With only one class of words and completely free word order, resulting in no way to tell where phrase boundaries are and how words should be grouped together, such a language would initially seem to be fairly useless- even discounting lexical ambiguity, the number of different possible interpretations grows as the square of the number of words in a sentence- an ambiguity load that dwarfs what exists in any natural language, and would quickly swamp what you can reasonably handle with pragmatics.

In a spoken language, though, more function words or morphological words would not necessarily be required to eliminate that ambiguity- phrase and sentence boundaries could be quite adequately delimited by intonation. And intonation can in turn by encoded in text via appropriate punctuation, while still reasonably claiming that this is a monocategorial language at the lexical level (although it will have multiple types of internal syntactic nodes). I've never really played with the intonation rules for a conlang before, and especially not the effect of intonation on semantics; and I haven't seen much of that documented in other people's conlangs, either. So, this is a pretty enticing opportunity to really isolate the semantics of suprasegmental intonation.

Now, the point of WSL was to create something that very obviously does not have anything that could reasonably be called a category of "verbs" at any level, but not necessarily to be simple or minimalistic. And WSL does in fact have quite an array of different parts of speech. But for this one, the aim will be to see how far it can go before it becomes necessary to add any additional lexical classes.

The syntax of this new language ends up looking up like this:

 C
 P C | P .
 w P | w ,

This reads as "A sentence consist of a clause, a clause consists of a phrase followed by another clause or a phrase followed by a period, and a phrase consists of a word followed by another phrase, or a word followed by a comma." We also specify the phonological / orthographical rule that a sequence of ", ." coalesces into a single "."

At the phonological level, the "," and "." are realized as particular intonation patterns on the preceding phrase. I'm not wedded to anything yet, but I'm thinking rising tone over the last word of a phrase for ",", and contrasting falling tone for ".". That would lead to an intonation pattern over a whole sentence that consists of a series of level tones followed by rises, and then terminated by a fall.

The extra level of rules that turns an S into a C may seem superfluous (and if we just want to describe syntactic structure by itself, they are), but the extra level makes the semantic interpretation rules much simpler.

Those basic interpretation rules look like this:

[|S|] = ∃x.[|C|](x)
"There exists some x such that the denotation of is true for x."
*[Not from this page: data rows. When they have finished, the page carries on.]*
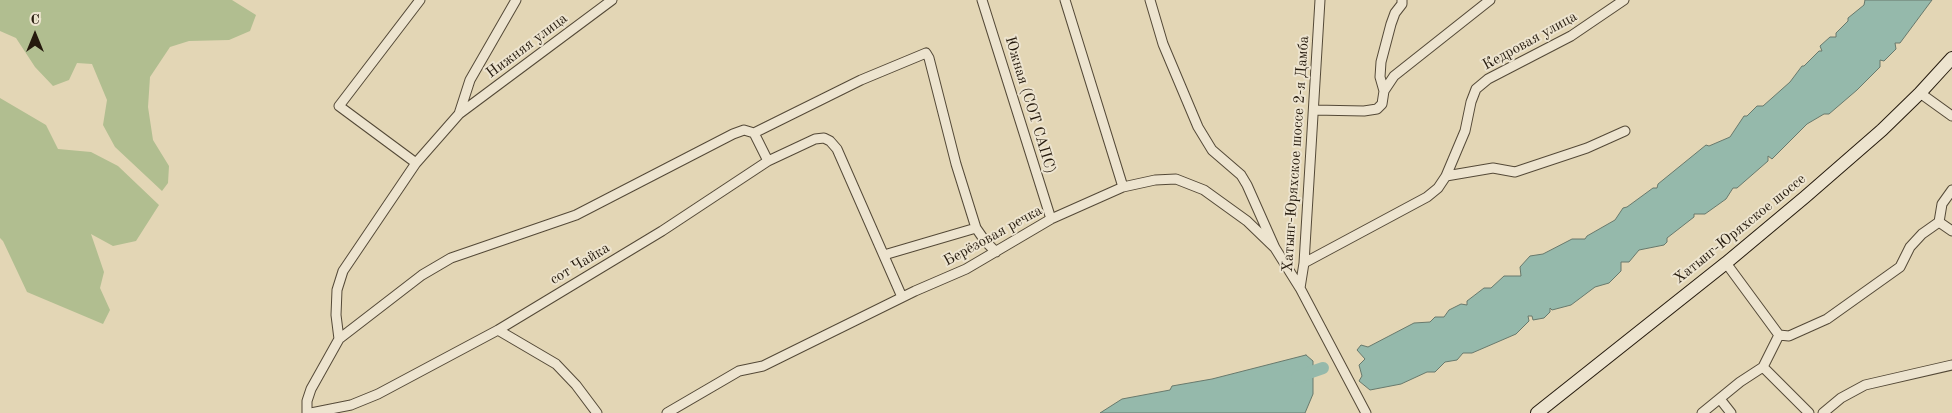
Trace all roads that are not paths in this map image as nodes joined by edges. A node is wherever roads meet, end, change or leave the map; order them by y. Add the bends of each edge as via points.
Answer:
1 (420, 0) edge
2 (516, 0) edge
3 (612, 0) edge
4 (982, 0) edge
5 (1065, 0) edge
6 (1150, 0) edge
7 (1320, 0) edge
8 (1402, 0) edge
9 (1490, 0) edge
10 (1624, 0) edge
11 (1952, 58) edge
12 (1384, 91) junction
13 (1920, 93) junction
14 (1314, 110) junction
15 (459, 114) junction
16 (1952, 116) edge
17 (1625, 131) dead end
18 (754, 134) junction
19 (768, 161) junction
20 (416, 163) junction
21 (1446, 176) junction
22 (1123, 188) junction
23 (1952, 190) edge
24 (1051, 219) junction
25 (1939, 222) junction
26 (976, 228) junction
27 (1952, 231) edge
28 (1275, 248) junction
29 (996, 252) junction
30 (884, 255) junction
31 (1726, 263) junction
32 (1304, 264) junction
33 (1300, 288) junction
34 (902, 297) junction
35 (498, 330) junction
36 (1779, 335) junction
37 (338, 339) junction
38 (1952, 365) edge
39 (1763, 367) junction
40 (1720, 399) junction
41 (306, 413) edge
42 (311, 413) edge
43 (597, 413) edge
44 (666, 413) edge
45 (1366, 413) edge
46 (1537, 413) edge
47 (1702, 413) edge
48 (1730, 413) edge
49 (1809, 413) edge
50 (1823, 413) edge

1 - 20 street via 340,106
2 - 15 street via 470,80
3 - 15 street, Нижняя улица
4 - 24 street, Южная (СОТ САПС)
5 - 22 street
6 - 28 street via 1163,44 1198,127 1212,150 1232,166 1247,185
7 - 14 street, Хатынг-Юряхское шоссе 2-я Дамба
8 - 12 street via 1391,24 1381,62 1380,77
9 - 12 street via 1404,66
10 - 21 street, Кедровая улица via 1571,36 1488,79 1476,89 1465,131
11 - 13 main road, Хатынг-Юряхское шоссе
12 - 14 street via 1382,104 1370,111
13 - 16 street
13 - 31 main road, Хатынг-Юряхское шоссе via 1882,130
14 - 32 street, Хатынг-Юряхское шоссе 2-я Дамба
15 - 20 street
17 - 21 street via 1587,148 1515,172 1493,168
18 - 19 street
18 - 26 street via 861,80 926,53
18 - 37 street via 744,130 733,134 576,215 451,258 422,275
19 - 30 street, сот Чайка via 815,139 830,141
19 - 35 street, сот Чайка via 662,231
20 - 37 street via 343,271 337,290
21 - 32 street, Кедровая улица via 1427,197
22 - 24 street, Берёзовая речка
22 - 28 street, Берёзовая речка via 1155,180 1176,179 1204,190
23 - 25 street via 1942,204
24 - 29 street, Берёзовая речка
25 - 27 street
25 - 36 street via 1910,247 1900,268 1827,319 1789,336
26 - 29 street
26 - 30 street
28 - 33 street
29 - 34 street, Берёзовая речка
30 - 34 street
31 - 36 street
31 - 46 main road, Хатынг-Юряхское шоссе
32 - 33 street, Хатынг-Юряхское шоссе 2-я Дамба
33 - 45 street, Хатынг-Юряхское шоссе 2-я Дамба
34 - 44 street, Берёзовая речка via 763,366 739,371
35 - 42 street, сот Чайка via 378,394 351,405
35 - 43 street via 556,364
36 - 39 street
37 - 41 street via 311,389
38 - 50 street via 1866,385 1841,398
39 - 40 street
39 - 49 street
40 - 47 street
40 - 48 street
[|C: P C|] = λx. ∃y. [|P|](x)(y) & [|C|](x)
[|C: P .|] = λx. ∃y. [|P|](x)(y)
"For some x, there exists some y such that the denotation of P applied to x and y is true, and
the denotation of C is true for x."


[|P: w P|] = λx.λy.[|w|](x)(y) & [|P|](x)(y)
"For some x and y, the denotation of w and the denotation of P applied to x and y are true."

[|P: w ,|] = λx.λy. [|w|](x)(y) & ∃r. r(x,y)
"For some x and y, the denotation of w applied to x and y is true and some relation r exists between x and y."

Basically, this is just a fancy mathematically formalized way of saying that a sentence describes an event which gets passed into each sub-clause, and then each phrase describes its own separate entity, and the meaning of the whole sentence is just the conjunction of the meanings of each word, applied to the whole-sentence event and the entity for that word's containing phrase, along with the assertion that the entity for a phrase has some kind of relationship to the sentence.

Every word in the language has the "semantic interface" of a two-place predicate, or a two-argument curried lambda expression, taking in an event variable and an entity variable and specifying some restriction on either or both referents and/or a relationship between them.

Some words will be simple predicates that restrict the referent of the phrase, or tell you about its properties. They will have meanings the look something like this:

a) λx.λy. red(y)

which completely discards the event and just applies some predicate (in this case, "red") to the entity variable.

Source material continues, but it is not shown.